Deed of Arrangement and Indemnity
[40] In relation to the Permitted Use definition in the Reference Schedule to the Amenities Lease and Guarantee Mr Price submitted that, although use by occupiers of the units may be permitted, there is no right on their part to demand access to the facilities, albeit paid for by the body corporate under its guarantee. He submitted that this was fatal in terms of whether the agreement could ever be considered “reasonably necessary” in the context of the performance of any body corporate
duty, were the analysis ever to get that far.
6 In its written submissions (page 9, footnote 9) the applicant states the return as 16.9 per cent but this appears to be incorrectly based on gross body corporate payments including GST and outgoings.
[41] In response, Mr Rainey referred to a Deed of Arrangement and Indemnity in relation to amenities entered into on the same day as the Amenities Lease and Guarantee and which provided for access to the amenities by unit title proprietors provided the body corporate was not in default of its guarantee obligations.

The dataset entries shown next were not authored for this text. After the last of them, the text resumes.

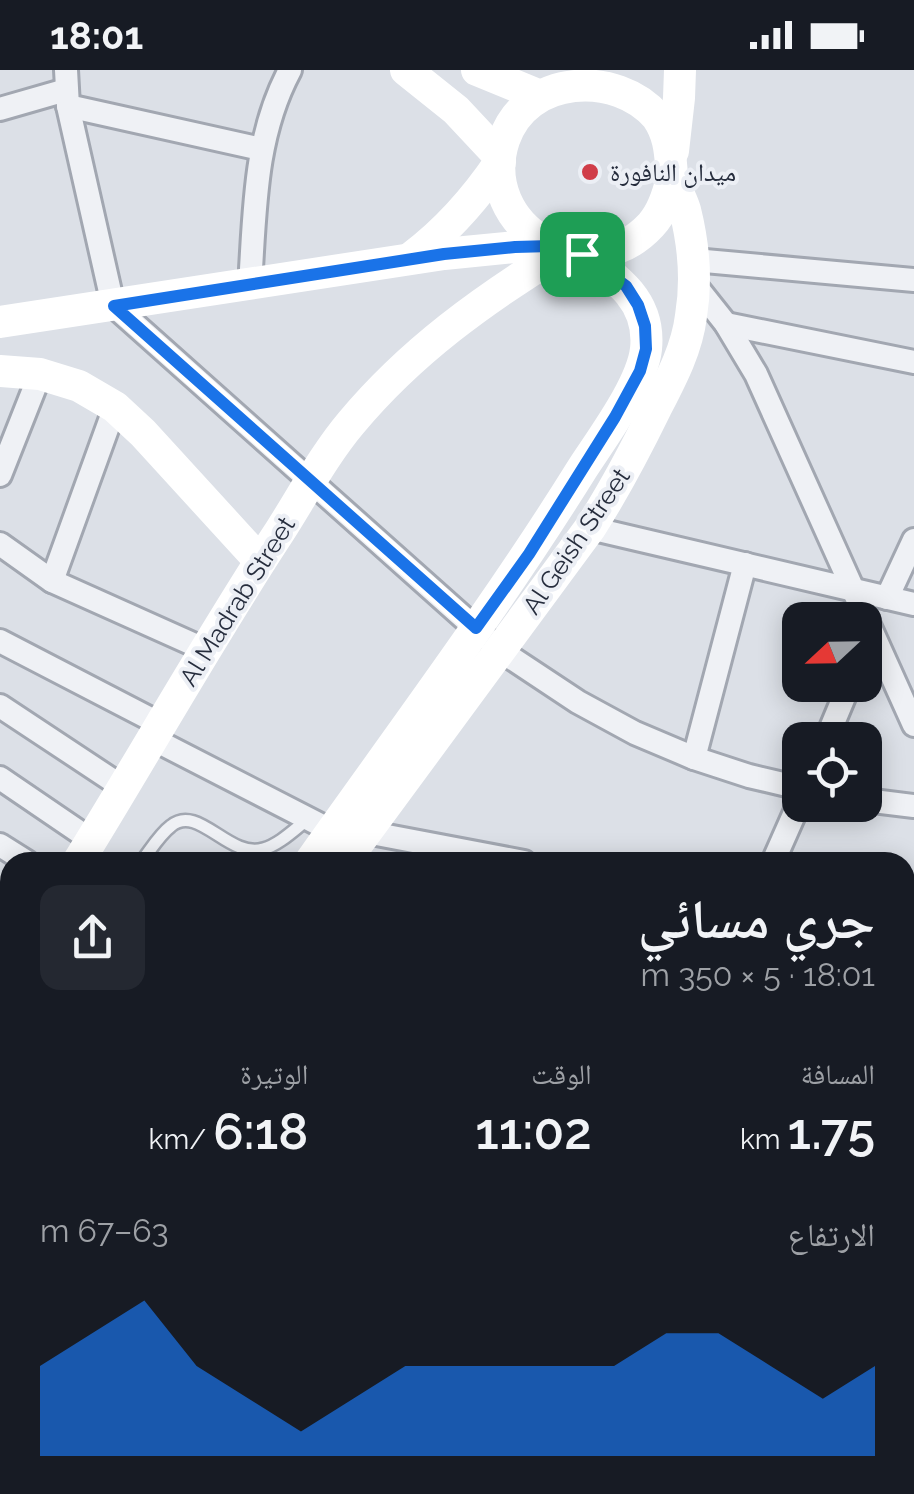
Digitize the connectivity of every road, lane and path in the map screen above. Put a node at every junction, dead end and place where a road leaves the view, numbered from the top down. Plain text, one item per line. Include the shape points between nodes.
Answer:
1 (290, 70) edge
2 (406, 70) edge
3 (477, 70) edge
4 (680, 70) edge
5 (561, 83) edge
6 (66, 89) edge
7 (0, 109) edge
8 (261, 149) junction
9 (500, 160) junction
10 (672, 166) junction
11 (565, 250) junction
12 (408, 260) junction
13 (694, 272) junction
14 (914, 280) edge
15 (250, 284) junction
16 (114, 306) junction
17 (0, 322) edge
18 (726, 324) junction
19 (914, 362) edge
20 (0, 371) edge
21 (40, 374) junction
22 (115, 407) junction
23 (0, 475) edge
24 (312, 482) junction
25 (590, 528) junction
26 (914, 540) edge
27 (0, 544) edge
28 (260, 561) junction
29 (745, 564) junction
30 (52, 581) junction
31 (853, 590) junction
32 (886, 598) junction
33 (857, 602) edge
34 (914, 604) edge
35 (476, 628) junction
36 (0, 640) edge
37 (206, 650) junction
38 (502, 652) junction
39 (882, 665) edge
40 (0, 706) edge
41 (914, 725) edge
42 (158, 732) junction
43 (694, 758) junction
44 (0, 778) edge
45 (782, 784) edge
46 (124, 788) junction
47 (882, 802) edge
48 (914, 806) edge
49 (791, 822) edge
50 (320, 825) junction
51 (366, 832) junction
52 (85, 852) edge
53 (149, 852) edge
54 (313, 852) edge
55 (351, 852) edge
56 (460, 852) edge
57 (778, 852) edge

1 - 8 street
2 - 9 main road via 456,110
3 - 5 main road
4 - 10 main road, Al Geish Street
5 - 9 main road via 524,106 504,138
5 - 10 main road via 604,82 633,95 667,135
6 - 7 street
6 - 8 street
6 - 16 street
8 - 15 street
9 - 11 main road via 512,212 536,238
9 - 12 main road via 459,216
10 - 11 main road via 665,202 632,241 608,252
10 - 13 main road, Al Geish Street
11 - 12 main road via 479,250
11 - 24 main road, Al Madrab Street via 447,328 396,374 349,425
11 - 35 main road, Al Geish Street via 626,286 645,326 646,349 615,417
12 - 15 main road
13 - 14 street
13 - 18 street
13 - 25 main road, Al Geish Street via 682,354
15 - 16 main road
16 - 17 main road
16 - 24 street
18 - 19 street
18 - 31 street via 756,374
20 - 21 main road
21 - 22 main road
21 - 23 street
22 - 28 main road
22 - 30 street
24 - 28 main road, Al Madrab Street
24 - 35 street
25 - 29 street
25 - 38 main road, Al Geish Street
26 - 32 street
27 - 30 street
28 - 37 main road, Al Madrab Street
29 - 31 street
29 - 43 street
30 - 37 street
31 - 32 street
31 - 33 street
32 - 34 street
35 - 38 street
35 - 50 main road, Al Geish Street
36 - 42 street
37 - 42 main road, Al Madrab Street
38 - 43 street via 578,702
38 - 51 main road, Al Geish Street
39 - 41 street
40 - 46 street
42 - 46 main road, Al Madrab Street
42 - 50 street
43 - 45 street
44 - 52 street
46 - 52 main road, Al Madrab Street
47 - 48 street
49 - 57 street
50 - 53 lane via 249,850 184,819
50 - 54 main road, Al Geish Street
51 - 55 main road, Al Geish Street
51 - 56 street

This document had not previously been adduced in evidence and was apparently only drawn to Mr Rainey’s attention by Mr Hodgkinson when the latter heard Mr Price’s submission based on the permitted use point.
[42] I received the document on the basis that I would hear submissions at the commencement of the second day of hearing on whether leave was appropriately granted. I also invited Mr Price to address the document in reply to the extent he considered necessary. Having heard submissions on the leave application I grant it accordingly. There is force in Mr Rainey’s submission that the point taken by Mr Price was neither foreshadowed in the statement of claim nor in the application for summary judgment (both of which are economically pleaded), nor in the applicant’s written submissions filed in advance of hearing. Moreover, however unsatisfactory the situation may be, I regard as more unsatisfactory any judgment given independent of the documented arrangements between the parties.
Notice to purchasers
[43] The respondents place significant emphasis on what they say was notice to purchasers of the Tremont Apartments of the material provisions in the Developer Agreements. They say that such notification occurred via the relevant agreements for sale and purchase, draft budgets provided at the time of acquisition and updated budgets made available prior to settlement.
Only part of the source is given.